A summary of this post was featured on LinkedIn News: The numbers to watch this week

Key takeaways:

  • Underlying PCE inflation trends remained relatively stable in June at above-target levels, at around 2.8% PCE inflation.
  • As labor market activity has cooled, household wage income growth appears to have slowed recently to a pace that could over time push spending in line with 2% inflation. Real household spending, however, is still growing a strong pace.
  • As the expected year-ahead real interest rate path remains restrictive and real economic activity levels remain strong, the FOMC will continue to be patient and wait for sustained weakening in inflation data before deciding to cut policy rates.
  • I thus expect the FOMC to again decide to keep the Fed funds target rate unchanged at 5.25%-5.50%.
  • The statement following the rate decision will signal a bias to lower rates at some point in the near future, but it will also emphasize uncertainty regarding the timing of this easing that will depend on the incoming data.

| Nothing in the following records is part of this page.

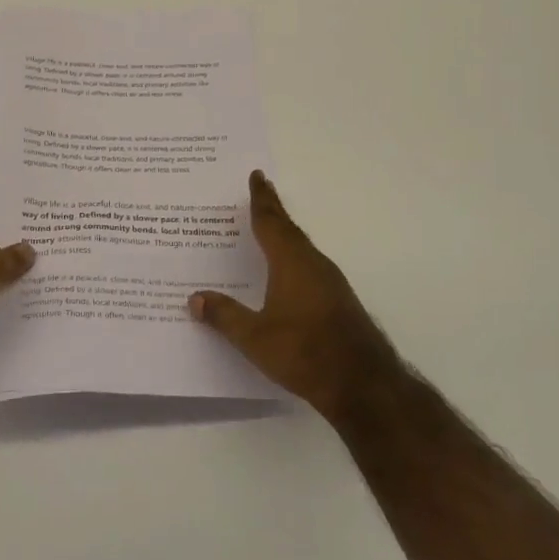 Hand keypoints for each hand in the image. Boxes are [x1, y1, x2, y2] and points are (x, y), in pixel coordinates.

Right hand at [189, 170, 398, 420]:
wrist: (363, 384)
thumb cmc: (304, 352)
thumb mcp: (254, 337)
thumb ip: (224, 316)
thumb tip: (195, 298)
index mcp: (291, 261)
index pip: (271, 221)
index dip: (262, 198)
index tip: (257, 175)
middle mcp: (313, 263)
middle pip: (288, 229)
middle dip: (272, 211)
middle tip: (259, 193)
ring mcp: (330, 282)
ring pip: (301, 248)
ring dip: (283, 235)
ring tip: (265, 231)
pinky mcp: (338, 301)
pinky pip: (309, 267)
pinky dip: (292, 258)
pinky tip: (284, 274) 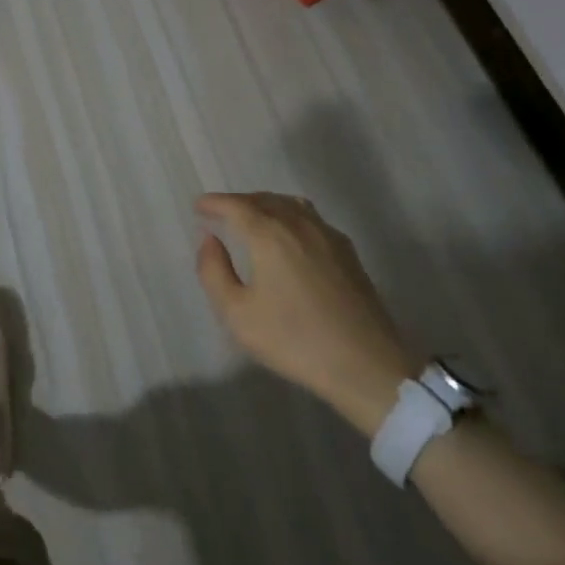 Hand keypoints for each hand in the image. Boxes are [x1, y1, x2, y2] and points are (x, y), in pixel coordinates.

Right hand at [195, 192, 420, 434]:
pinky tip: (288, 236)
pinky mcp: (347, 252)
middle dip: (238, 202)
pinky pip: (310, 218)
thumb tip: (209, 239)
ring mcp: (328, 235)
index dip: (214, 203)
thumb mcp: (238, 314)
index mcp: (270, 234)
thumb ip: (214, 271)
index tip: (198, 206)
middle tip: (220, 212)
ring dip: (266, 204)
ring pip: (290, 204)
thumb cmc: (294, 340)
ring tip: (251, 218)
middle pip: (264, 199)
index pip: (236, 205)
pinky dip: (289, 215)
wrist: (366, 364)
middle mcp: (299, 224) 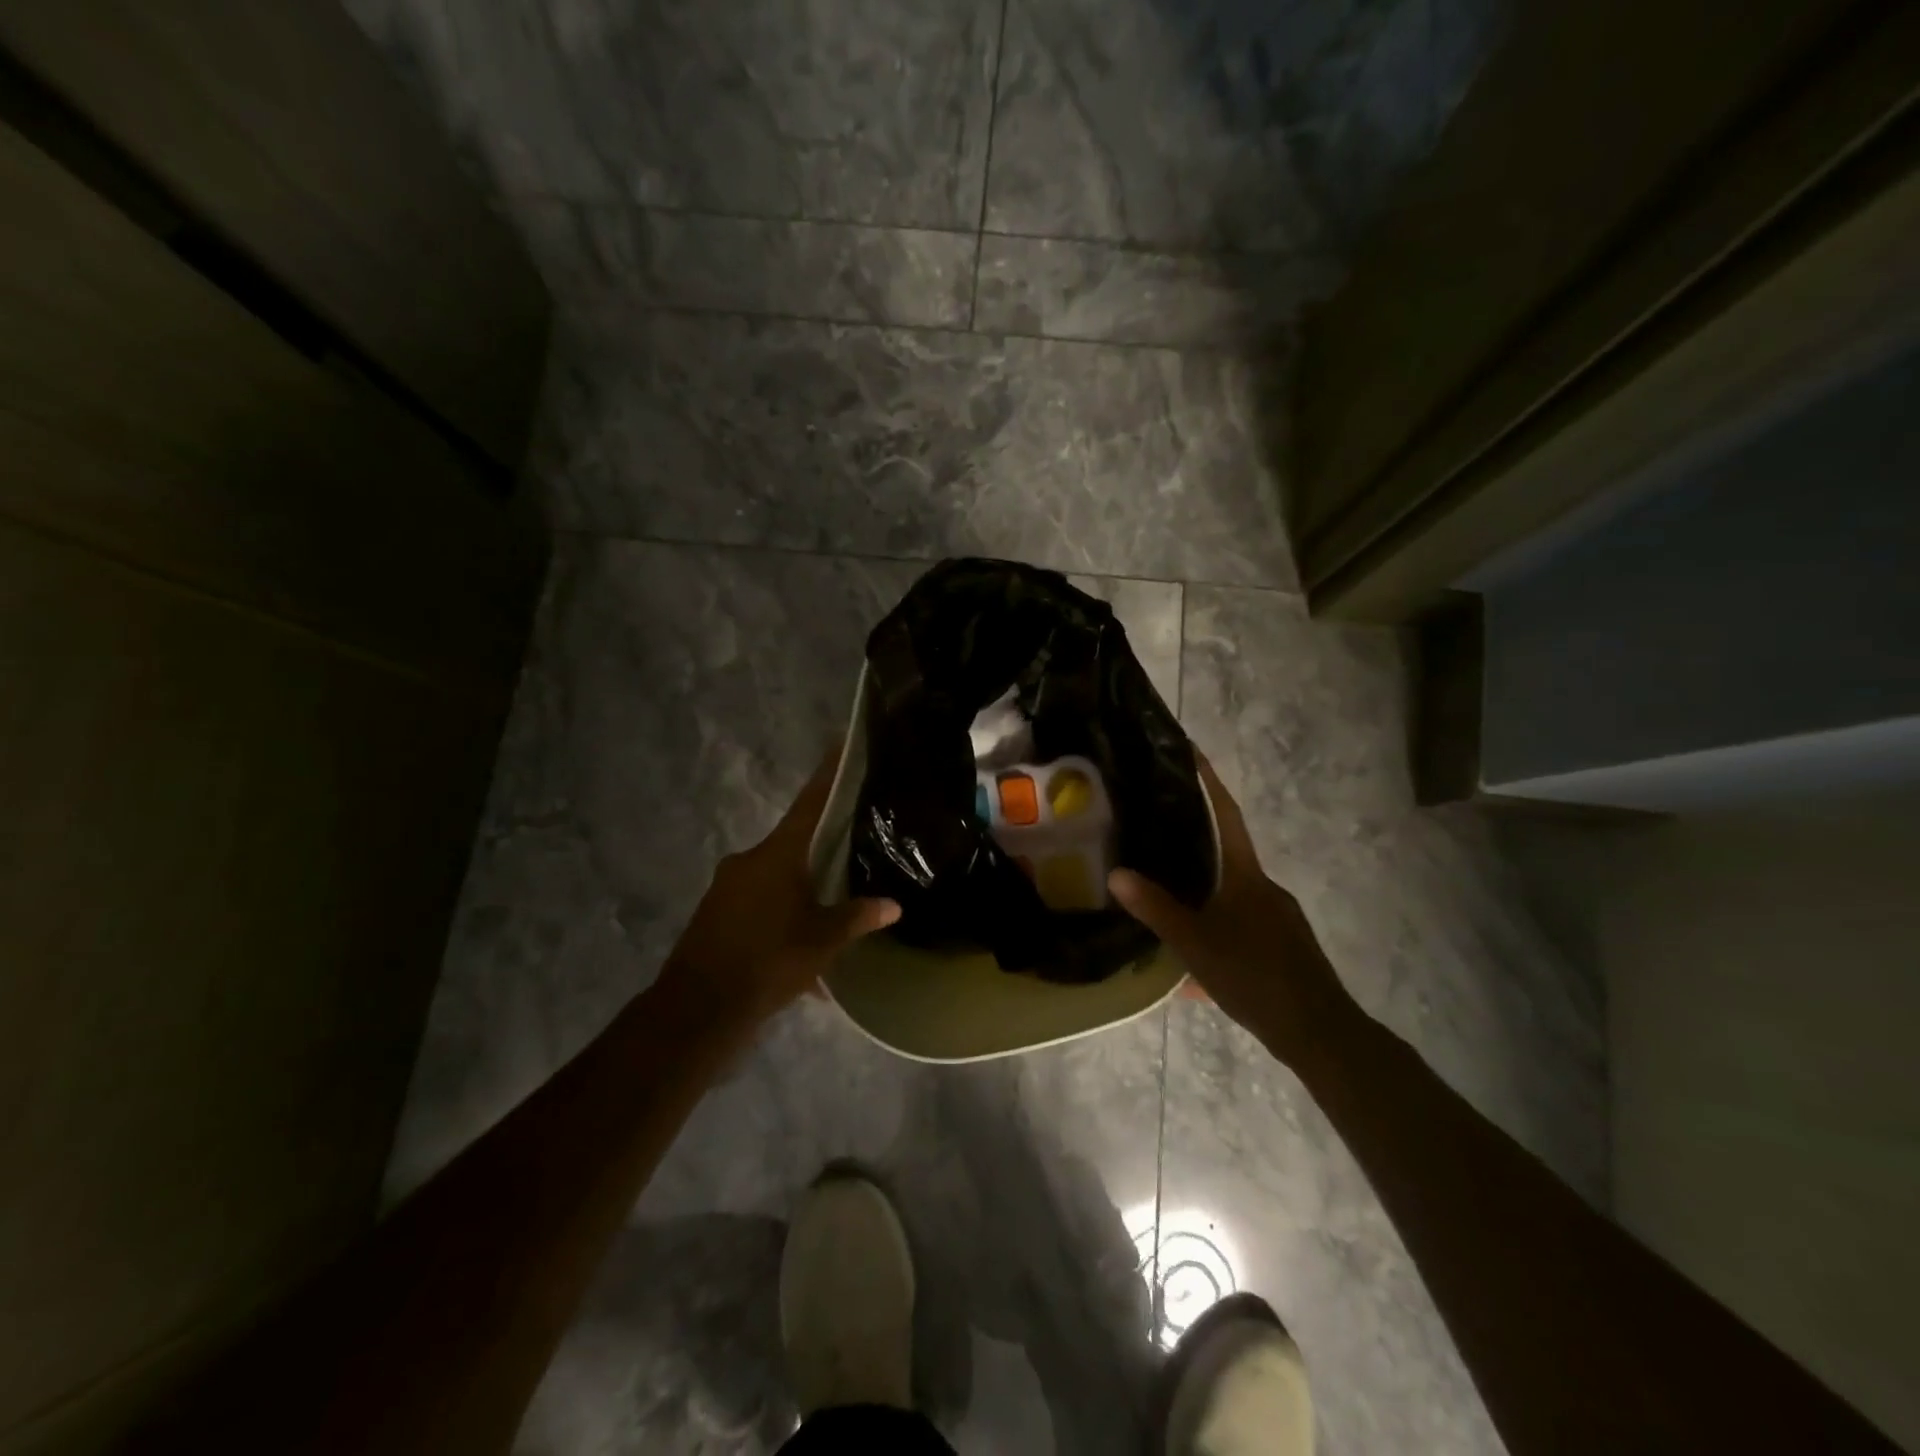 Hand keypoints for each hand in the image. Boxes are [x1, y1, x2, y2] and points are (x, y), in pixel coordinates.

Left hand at [656, 751, 899, 1030]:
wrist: (698, 1007)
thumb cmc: (769, 962)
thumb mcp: (822, 941)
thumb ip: (857, 917)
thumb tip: (893, 905)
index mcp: (777, 855)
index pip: (809, 804)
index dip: (827, 775)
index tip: (838, 745)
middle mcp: (749, 860)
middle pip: (792, 842)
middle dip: (818, 848)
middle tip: (848, 850)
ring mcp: (727, 885)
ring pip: (773, 876)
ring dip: (797, 889)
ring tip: (825, 911)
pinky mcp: (715, 911)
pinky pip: (755, 901)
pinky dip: (777, 914)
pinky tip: (795, 945)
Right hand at [1108, 754, 1358, 1071]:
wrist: (1317, 1030)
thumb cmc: (1253, 975)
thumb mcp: (1195, 943)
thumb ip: (1155, 909)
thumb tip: (1116, 875)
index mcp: (1246, 875)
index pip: (1226, 814)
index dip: (1210, 781)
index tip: (1193, 750)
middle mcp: (1265, 886)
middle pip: (1228, 850)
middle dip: (1196, 839)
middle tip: (1157, 832)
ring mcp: (1278, 915)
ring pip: (1234, 890)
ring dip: (1204, 888)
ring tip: (1168, 895)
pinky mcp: (1283, 943)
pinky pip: (1243, 919)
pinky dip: (1218, 921)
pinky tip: (1197, 949)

I don’t expect the phrase “elevated inflation” to be dropped from the statement just yet.
  • Trends in underlying inflation suggest Fed funds rate cuts could start at the September FOMC meeting. This is my modal expectation, but there’s a notable tail risk that the Fed will again not move in September.
  • Conditional on a continued slow rate of progress in PCE inflation trends and solid real activity with a cooling but not deteriorating labor market, the Fed will only gradually be cutting rates beyond September with a total of 1-to-2 cuts in 2024.


July 2024 FOMC Meeting Postmortem (July 31st)

A summary of this post was featured on LinkedIn News: Fed says Sept. rate cut possible

Key takeaways:

  • The FOMC again kept the Fed funds target rate unchanged at 5.25%-5.50%. Similarly, there was no change in the pace of reductions of the Fed’s holdings of Treasury and mortgage-backed securities
  • The statement following the rate decision signaled a bias to lower rates at some point in the near future, as the Fed’s focus is now on both sides of its dual mandate.
  • A September rate cut is the modal expectation, but there’s a risk that the Fed will again not move in September. In the former case, I expect 2 cuts in total for 2024, whereas in the latter I would expect at most 1 cut this year.

Final Thoughts

Over the past month the data indicated that labor market cooling is for real albeit unclear whether this is owing a reversal of labor market dynamics back to trend or an all-out deterioration. Meanwhile, household spending rebounded, and indeed was the main factor behind another above-trend GDP print in Q2, and PCE inflation data eased, but less substantially so than what we saw in the data releases in June. In fact underlying near-term trends in the PCE price data suggests that underlying inflation remains stubbornly elevated.

What that in mind one needs to realize that back at the June FOMC meeting, the Fed already projected in its Summary of Economic Projections (SEP) update a gradual adjustment process in the core PCE inflation. Many commentators criticized the Fed for it, but I start to think that the the less substantial progress over the past month kind of vindicates the Fed's view. Chair Powell's remarks after the July FOMC rate decision suggests that only data that really indicates a dynamic that goes against this SEP projection would keep the Fed from starting an easing cycle at the September FOMC meeting.

I am still of the opinion that inflation normalization will be a lot more bumpy than what most analysts seem to expect. And I also think the Fed is wary of it and initially will aim rate cuts to be mere dialing down of restrictiveness and nothing more, to ascertain that inflation trends indeed will be reset on a path towards 2% inflation. But the Fed also wants to preserve the current 'goldilocks' labor market dynamic. There are plenty of data releases between now and the September FOMC meeting that could suggest up- and downside risks relative to the June SEP Fed funds rate path of 2 rate cuts in 2024 starting in September. Continued stubbornly above-target inflation readings could mean no September cut and less cuts for this year. Labor market weakening beyond a cooling pace would mean more rate cuts for the year. I believe the former is a larger risk than the latter, but we shall see. It'll be a hot summer.